Tag Archives: growing pumpkins

Interplanting With Squash

Squash are not known being team players in the garden, but are we giving them a fair chance?  Squash will grow out and over everything in it’s path, but if you plant other vegetables at the base of your squash you solve many things at once, let me explain.

For example, the Three Sisters method was a smart interplanting solution invented by the Native Americans, including the Iroquois.  Don’t believe me? Well, squash stars (well assists) in the beautiful flip side of the 2009 US Dollar coin.  That is right, not only I say that squash can play fair in the garden, the evidence is minted.

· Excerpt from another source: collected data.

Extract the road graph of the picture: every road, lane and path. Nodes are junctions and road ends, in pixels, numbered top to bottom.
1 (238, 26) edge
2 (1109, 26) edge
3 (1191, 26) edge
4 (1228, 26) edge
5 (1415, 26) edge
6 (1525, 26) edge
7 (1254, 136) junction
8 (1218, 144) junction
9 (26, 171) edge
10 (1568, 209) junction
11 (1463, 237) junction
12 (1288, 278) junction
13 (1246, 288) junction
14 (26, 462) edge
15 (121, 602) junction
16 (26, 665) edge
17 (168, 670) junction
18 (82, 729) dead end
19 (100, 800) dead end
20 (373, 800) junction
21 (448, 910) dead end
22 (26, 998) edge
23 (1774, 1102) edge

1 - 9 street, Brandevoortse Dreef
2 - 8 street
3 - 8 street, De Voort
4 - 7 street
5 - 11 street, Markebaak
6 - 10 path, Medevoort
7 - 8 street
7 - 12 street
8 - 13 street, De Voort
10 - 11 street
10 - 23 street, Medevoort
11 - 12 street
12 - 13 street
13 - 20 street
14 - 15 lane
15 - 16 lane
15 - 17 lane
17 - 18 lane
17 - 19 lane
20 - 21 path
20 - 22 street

Though I was not yet able to do a true, successful Three Sisters Native American planting technique, I’ve been able to keep true to the underlying truth that considered what plants need, and how those needs can be connected in a self caring system.  I add in cherry tomatoes, or tomatillos, along with beans, corn, and squash.  At times I add plantings of okra or sunflowers in lieu of corn.  Tall stands of okra become an excellent resting spots for small birds that feed upon the pickle worm moths and other flying foes.  They use the okra as a lookout spot before diving in for a bug. So for those of you who think that a squash farm is just squash, you are missing a lot of the fun, and a lot of the harvest.  Not only does it create multiple crops from one watering and one application of fish emulsion, but it also is good for the soil.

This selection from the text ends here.